The following observations from the test cases reflect the design principles
described in the [Workload Distribution Strategy](#workload-distribution-strategy)
section.

### 1. NPU enables extra compute capacity when GPU is loaded

When the GPU is carrying a heavy workload, offloading a suitable task to the NPU
adds throughput without competing with GPU inference. This demo shows the effect
directly: face detection moved from GPU to NPU preserves the license plate pipeline
at full speed while sustaining the additional stream.

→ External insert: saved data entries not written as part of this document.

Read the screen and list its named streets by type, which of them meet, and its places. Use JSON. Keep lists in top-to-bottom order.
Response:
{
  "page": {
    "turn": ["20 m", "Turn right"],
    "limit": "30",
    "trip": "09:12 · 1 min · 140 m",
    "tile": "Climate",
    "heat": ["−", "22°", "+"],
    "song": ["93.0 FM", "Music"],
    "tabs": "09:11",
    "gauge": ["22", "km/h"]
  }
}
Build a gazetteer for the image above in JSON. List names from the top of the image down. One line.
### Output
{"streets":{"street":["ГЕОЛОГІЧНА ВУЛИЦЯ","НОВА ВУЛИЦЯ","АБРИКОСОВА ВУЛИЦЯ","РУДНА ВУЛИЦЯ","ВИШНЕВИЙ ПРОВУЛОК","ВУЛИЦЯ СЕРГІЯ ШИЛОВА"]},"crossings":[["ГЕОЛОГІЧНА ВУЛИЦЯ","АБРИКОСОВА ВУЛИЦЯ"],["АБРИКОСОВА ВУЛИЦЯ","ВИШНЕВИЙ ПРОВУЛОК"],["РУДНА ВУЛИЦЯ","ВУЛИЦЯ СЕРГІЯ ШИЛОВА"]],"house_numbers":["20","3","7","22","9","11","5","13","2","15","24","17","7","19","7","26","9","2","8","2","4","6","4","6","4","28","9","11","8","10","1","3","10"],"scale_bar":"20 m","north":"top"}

How much benefit you gain
depends on how loaded the GPU already is and how well the offloaded workload fits
the NPU.

### 2. GPU handles heavier workloads; NPU handles lighter continuous workloads

In this demo the GPU runs a large vision model and a detect+classify chain (heavier
compute), while the NPU runs a single detection model (lighter compute). This split
works for this particular scenario. For different models or resolutions, the balance
point shifts — measure your own workloads before deciding on a device assignment.

### 3. Parallel sub-pipelines decouple tasks with different processing rates

By running the LVM alert pipeline and the license plate pipeline as separate
sub-pipelines (each with its own decode path), the slow LVM cadence does not
throttle the faster detection pipeline. This pattern applies whenever you have
models with very different processing rates sharing the same video source.

### 4. GPU and NPU share the SoC power budget

When the NPU becomes active, GPU frequency may decrease slightly — a direct
consequence of shared TDP management in the SoC. This is expected behavior.
In the results here the combined throughput of the system increases despite the
minor GPU clock reduction, because the NPU contributes additional parallel work.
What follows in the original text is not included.